- _WORK ORDER_
When the string "dead" occurs in a line of the records, show that line.

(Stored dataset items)
======

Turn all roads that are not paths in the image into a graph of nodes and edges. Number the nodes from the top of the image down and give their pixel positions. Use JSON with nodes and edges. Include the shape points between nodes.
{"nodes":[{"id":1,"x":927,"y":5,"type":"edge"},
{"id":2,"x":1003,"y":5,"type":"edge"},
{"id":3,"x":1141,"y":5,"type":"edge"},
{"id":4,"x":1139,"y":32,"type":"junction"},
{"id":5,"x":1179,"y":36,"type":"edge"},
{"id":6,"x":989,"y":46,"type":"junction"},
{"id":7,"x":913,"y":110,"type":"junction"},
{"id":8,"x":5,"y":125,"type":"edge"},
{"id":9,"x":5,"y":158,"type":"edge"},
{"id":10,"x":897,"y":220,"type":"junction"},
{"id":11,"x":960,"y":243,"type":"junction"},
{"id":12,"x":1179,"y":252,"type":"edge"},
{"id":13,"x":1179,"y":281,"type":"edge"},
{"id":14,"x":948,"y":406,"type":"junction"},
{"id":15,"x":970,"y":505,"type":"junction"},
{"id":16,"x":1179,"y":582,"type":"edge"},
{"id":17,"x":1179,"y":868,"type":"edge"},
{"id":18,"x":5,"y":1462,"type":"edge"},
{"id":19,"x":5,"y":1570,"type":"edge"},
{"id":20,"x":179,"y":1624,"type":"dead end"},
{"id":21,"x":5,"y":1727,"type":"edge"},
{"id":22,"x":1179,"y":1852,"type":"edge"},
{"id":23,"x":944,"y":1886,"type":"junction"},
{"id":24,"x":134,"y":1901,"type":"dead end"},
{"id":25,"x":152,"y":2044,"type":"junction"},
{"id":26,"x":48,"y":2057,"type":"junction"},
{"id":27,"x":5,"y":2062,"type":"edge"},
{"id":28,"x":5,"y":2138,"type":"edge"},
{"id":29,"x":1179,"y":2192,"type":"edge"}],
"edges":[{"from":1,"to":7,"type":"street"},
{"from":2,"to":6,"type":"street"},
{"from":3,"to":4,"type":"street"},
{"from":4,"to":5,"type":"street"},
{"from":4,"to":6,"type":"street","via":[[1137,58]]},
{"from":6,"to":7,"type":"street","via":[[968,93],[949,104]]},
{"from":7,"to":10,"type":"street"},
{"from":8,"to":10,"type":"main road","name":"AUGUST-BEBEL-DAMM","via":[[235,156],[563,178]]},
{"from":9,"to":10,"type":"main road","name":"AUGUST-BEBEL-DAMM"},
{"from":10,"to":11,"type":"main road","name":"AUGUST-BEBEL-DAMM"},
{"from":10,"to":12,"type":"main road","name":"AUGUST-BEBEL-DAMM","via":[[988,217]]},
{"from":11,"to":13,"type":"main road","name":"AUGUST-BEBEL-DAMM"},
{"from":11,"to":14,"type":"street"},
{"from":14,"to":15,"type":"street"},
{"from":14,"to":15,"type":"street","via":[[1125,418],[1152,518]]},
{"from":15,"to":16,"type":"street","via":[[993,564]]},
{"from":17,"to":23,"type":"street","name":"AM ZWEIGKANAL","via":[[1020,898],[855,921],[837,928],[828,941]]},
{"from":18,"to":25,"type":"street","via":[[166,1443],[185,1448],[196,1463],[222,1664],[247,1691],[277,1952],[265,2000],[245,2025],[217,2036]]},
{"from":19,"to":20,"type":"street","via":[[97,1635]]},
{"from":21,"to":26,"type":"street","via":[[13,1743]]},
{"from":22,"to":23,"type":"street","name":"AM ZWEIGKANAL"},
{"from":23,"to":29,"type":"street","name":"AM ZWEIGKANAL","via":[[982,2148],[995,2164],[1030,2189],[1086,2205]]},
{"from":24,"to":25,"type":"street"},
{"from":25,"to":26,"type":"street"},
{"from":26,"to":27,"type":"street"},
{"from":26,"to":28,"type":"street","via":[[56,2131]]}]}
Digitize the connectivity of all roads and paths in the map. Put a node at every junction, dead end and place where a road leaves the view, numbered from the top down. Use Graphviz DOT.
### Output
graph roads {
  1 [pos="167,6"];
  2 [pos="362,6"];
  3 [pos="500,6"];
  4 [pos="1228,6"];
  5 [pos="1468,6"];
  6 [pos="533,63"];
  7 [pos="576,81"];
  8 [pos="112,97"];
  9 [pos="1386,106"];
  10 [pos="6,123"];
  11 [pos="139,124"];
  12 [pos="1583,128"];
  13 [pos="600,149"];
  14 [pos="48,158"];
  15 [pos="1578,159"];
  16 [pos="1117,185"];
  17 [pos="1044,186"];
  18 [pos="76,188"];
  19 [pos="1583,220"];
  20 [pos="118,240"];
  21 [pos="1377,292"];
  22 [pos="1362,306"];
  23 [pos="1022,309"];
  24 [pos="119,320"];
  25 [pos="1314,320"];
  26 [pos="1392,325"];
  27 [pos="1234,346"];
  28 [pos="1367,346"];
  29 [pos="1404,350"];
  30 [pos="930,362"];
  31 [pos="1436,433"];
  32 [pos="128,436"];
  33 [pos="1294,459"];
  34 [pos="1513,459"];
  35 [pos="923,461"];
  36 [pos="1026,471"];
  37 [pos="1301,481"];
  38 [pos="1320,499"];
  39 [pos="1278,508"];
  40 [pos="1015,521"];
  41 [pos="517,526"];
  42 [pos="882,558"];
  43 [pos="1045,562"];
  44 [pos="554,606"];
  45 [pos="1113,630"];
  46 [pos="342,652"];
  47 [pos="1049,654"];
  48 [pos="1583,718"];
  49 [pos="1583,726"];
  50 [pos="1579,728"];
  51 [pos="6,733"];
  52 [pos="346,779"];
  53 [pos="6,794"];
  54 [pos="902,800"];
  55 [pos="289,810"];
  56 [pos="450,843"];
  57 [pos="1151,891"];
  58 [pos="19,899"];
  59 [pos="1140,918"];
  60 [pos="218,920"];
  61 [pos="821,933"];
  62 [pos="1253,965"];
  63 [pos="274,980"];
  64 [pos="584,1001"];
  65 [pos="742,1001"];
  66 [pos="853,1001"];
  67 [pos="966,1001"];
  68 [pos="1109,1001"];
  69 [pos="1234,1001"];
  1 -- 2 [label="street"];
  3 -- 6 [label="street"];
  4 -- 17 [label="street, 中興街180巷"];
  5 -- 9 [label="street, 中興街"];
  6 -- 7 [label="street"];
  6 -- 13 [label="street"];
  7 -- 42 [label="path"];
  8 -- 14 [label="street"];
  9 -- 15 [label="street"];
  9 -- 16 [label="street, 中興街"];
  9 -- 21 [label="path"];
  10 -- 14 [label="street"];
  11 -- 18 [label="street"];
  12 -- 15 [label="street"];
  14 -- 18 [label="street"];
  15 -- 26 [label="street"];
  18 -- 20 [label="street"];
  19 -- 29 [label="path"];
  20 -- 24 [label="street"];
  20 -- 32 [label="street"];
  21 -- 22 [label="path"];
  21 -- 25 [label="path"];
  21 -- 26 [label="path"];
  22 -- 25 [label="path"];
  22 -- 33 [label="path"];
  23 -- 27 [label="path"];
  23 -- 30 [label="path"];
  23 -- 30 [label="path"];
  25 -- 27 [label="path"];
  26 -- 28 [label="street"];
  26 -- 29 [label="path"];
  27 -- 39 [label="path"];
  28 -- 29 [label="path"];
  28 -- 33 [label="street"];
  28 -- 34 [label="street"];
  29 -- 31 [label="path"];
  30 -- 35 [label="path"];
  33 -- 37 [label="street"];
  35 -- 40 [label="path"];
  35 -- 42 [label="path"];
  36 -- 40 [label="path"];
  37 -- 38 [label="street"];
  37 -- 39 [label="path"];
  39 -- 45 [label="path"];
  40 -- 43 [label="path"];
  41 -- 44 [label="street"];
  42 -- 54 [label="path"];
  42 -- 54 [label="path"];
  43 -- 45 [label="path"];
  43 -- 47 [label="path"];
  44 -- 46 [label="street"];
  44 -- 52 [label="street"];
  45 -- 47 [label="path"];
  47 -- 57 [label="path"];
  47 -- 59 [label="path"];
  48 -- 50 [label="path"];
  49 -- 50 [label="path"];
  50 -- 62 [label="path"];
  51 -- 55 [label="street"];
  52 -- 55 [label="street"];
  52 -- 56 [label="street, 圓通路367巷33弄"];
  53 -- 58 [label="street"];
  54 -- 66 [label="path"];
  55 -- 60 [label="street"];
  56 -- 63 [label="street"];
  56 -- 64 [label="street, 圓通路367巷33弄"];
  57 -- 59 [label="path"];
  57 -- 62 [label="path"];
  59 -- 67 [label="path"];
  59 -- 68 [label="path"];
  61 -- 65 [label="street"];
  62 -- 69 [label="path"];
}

======

- _ANSWER SPACE_
{"id":20,"x":179,"y":1624,"type":"dead end"},
{"id":24,"x":134,"y":1901,"type":"dead end"},
Digitize the connectivity of all roads and paths in the map. Put a node at every junction, dead end and place where a road leaves the view, numbered from the top down. Use Graphviz DOT.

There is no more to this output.